The specific configuration of the diffractive optical element according to this embodiment is an ultraviolet curable resin (nd = 1...) In which 20 vol% of ZrO2 fine particles are mixed in an acrylic ultraviolet curable resin as a first resin material with respect to the first diffraction grating. 6202, νd = 43.9, θgF = 0.572). Further, an ultraviolet curable resin (nd = 1.5686, νd = 19.4) in which 16 vol% of ITO fine particles different from ZrO 2 fine particles are mixed with acrylic ultraviolet curable resin as the second resin material for the second diffraction grating. , ΘgF = 0.416).

  The same resin (nd = 1.5241, νd = 51.6, θgF = 0.563) is used for the acrylic ultraviolet curable resin of the first diffraction grating material and the second diffraction grating material. The refractive indexes of the ZrO2 fine particles are nd = 1.910, νd = 45.1, θgF = 0.612, and the refractive indexes of the ITO fine particles are nd = 1.8289, νd = 7.47, and θgF = 0.360. The grating height d is 11.11 μm, and the design order is + 1st order. The partial dispersion ratio θgF is defined by the following equation.

θgF = (ng−nF) / (nF−nC)
FIG. 3 shows the characteristics of the diffraction efficiency at the designed order (+ 1st order) when the base film thickness of the diffractive optical element is different. The base film thicknesses of the first diffraction grating material and the second diffraction grating material in FIG. 1B are 35 μm, 30 μm, and 2.0 μm, respectively. η1 is the diffraction efficiency when the base thickness is h11, and η2 is the diffraction efficiency when the base thickness is h12. The incident angle is vertical. It can be seen that even if the base film thickness of the first diffraction grating is different, the diffraction efficiency is 99.5% or more in the entire visible region (wavelength 400 nm to 700 nm).

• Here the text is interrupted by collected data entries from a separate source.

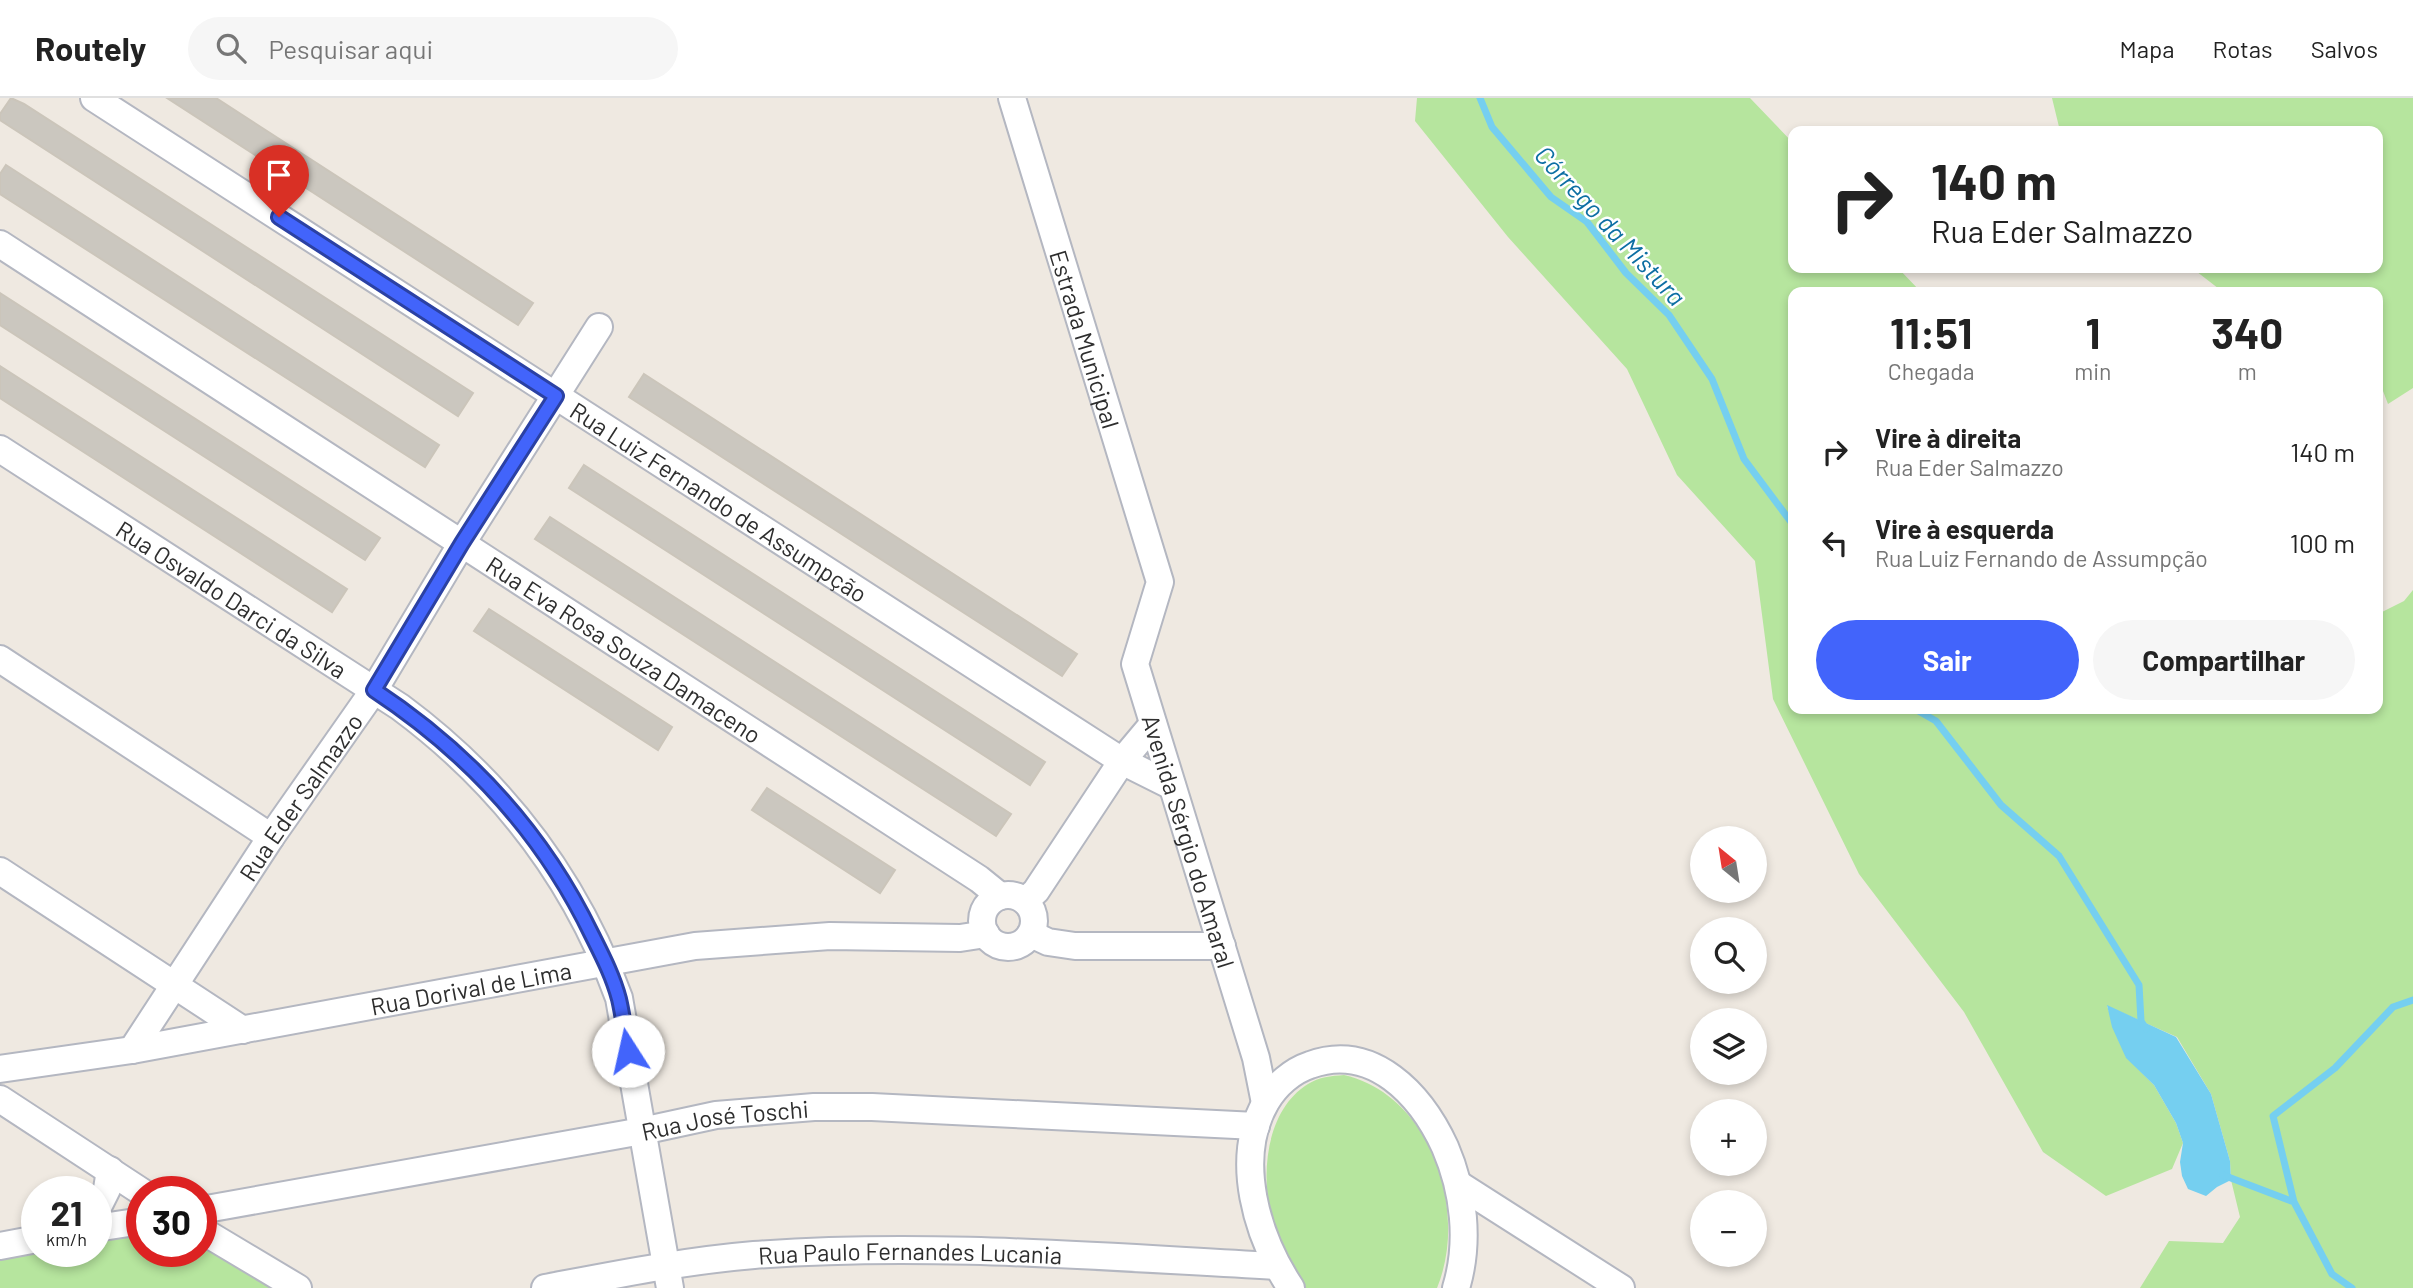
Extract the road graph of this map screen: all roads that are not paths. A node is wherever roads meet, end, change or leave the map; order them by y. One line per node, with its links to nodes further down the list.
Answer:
1 (94, 98): 5 (street, Rua Luiz Fernando de Assumpção)
2 (1012, 98): 8 (street, Estrada Municipal)
3 (0, 244): 7 (street, Rua Eva Rosa Souza Damaceno)
4 (600, 327): 5 (street, Rua Eder Salmazzo)
5 (556, 396): 7 (street, Rua Eder Salmazzo); 12 (street, Rua Luiz Fernando de Assumpção)
6 (0, 449): 10 (street, Rua Osvaldo Darci da Silva)
7 (462, 543): 10 (street, Rua Eder Salmazzo); 16 (street, Rua Eva Rosa Souza Damaceno)
8 (1160, 582): 11 (street, Avenida Sérgio do Amaral)
9 (0, 659): 14 (street)
10 (374, 690): 14 (street, Rua Eder Salmazzo); 20 (street, Rua Osvaldo Darci da Silva)
11 (1153, 724): 12 (street); 13 (street, Avenida Sérgio do Amaral)
12 (1122, 761): 13 (street, Rua Luiz Fernando de Assumpção); 16 (street)
13 (1172, 786): 19 (street, Avenida Sérgio do Amaral)
14 (271, 837): 21 (street, Rua Eder Salmazzo)
15 (0, 871): 21 (street)
16 (1012, 898): 17 (street); 18 (street)
17 (986, 934): 18 (street); 20 (street, Rua Dorival de Lima)
18 (1031, 934): 19 (street)
19 (1222, 946): 26 (street, Avenida Sérgio do Amaral)
20 (606, 963): 22 (street, Rua Dorival de Lima); 27 (street, Rua Osvaldo Darci da Silva)
21 (176, 985): 22 (street); 23 (street, Rua Eder Salmazzo)
22 (243, 1030): 23 (street, Rua Dorival de Lima)
23 (132, 1051): 24 (street, Rua Dorival de Lima)
24 (0, 1069)
25 (0, 1099): 28 (street)
26 (1261, 1114): 27 (street, Rua José Toschi); 31 (street); 36 (street, Avenida Sérgio do Amaral)
27 (642, 1131): 32 (street, Rua José Toschi); 37 (street, Rua Osvaldo Darci da Silva)
28 (110, 1170): 29 (street); 30 (street)
29 (109, 1176)
30 (126, 1181)
31 (1458, 1184): 41 (street); 42 (street)
32 (217, 1207)
33 (217, 1240): 38 (street)
34 (21, 1242): 35 (street)
35 (0, 1246)
36 (1277, 1266): 37 (street, Rua Paulo Fernandes Lucania); 40 (street, Avenida Sérgio do Amaral)
37 (668, 1277): 39 (street, Rua Paulo Fernandes Lucania)
38 (298, 1288)
39 (545, 1288)
40 (1292, 1288)
41 (1456, 1288)
42 (1620, 1288)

  When the Young's modulus of the material of the first diffraction grating and the second diffraction grating was evaluated using the nanoindentation method, respectively, it was 6.5 GPa and 4.9 GPa, respectively, and the Young's modulus difference ΔE was as low as 1.5 GPa. It was. Here, the nano-indentation method is to obtain a surface hardness from the load applied to the indenter and the projected area under the indenter by pushing an indenter with a regular triangular pyramid made of a diamond tip into the surface of the material. . The Young's modulus is almost determined by the base resin. By including the same base resin as in the present embodiment, the difference in Young's modulus between the first diffraction grating material and the second diffraction grating material can be reduced. it can.

<< Second Embodiment >>
In the present embodiment, the diffraction grating is formed of a material different from that of the first embodiment. That is, an ultraviolet curable resin (nd = 1.5843, νd = 46.6, θgF = 0.581) in which 13 vol% of ZrO 2 fine particles are mixed with an acrylic ultraviolet curable resin is used as the material of the first diffraction grating. Further, as a material of the second diffraction grating, an ultraviolet curable resin (nd = 1.5313, in which ITO fine particles are mixed in a volume of 16 vol% in a resin mixed with a material obtained by mixing an acrylic ultraviolet curable resin and a fluorine acrylic ultraviolet curable resin. νd = 19.1, θgF = 0.416).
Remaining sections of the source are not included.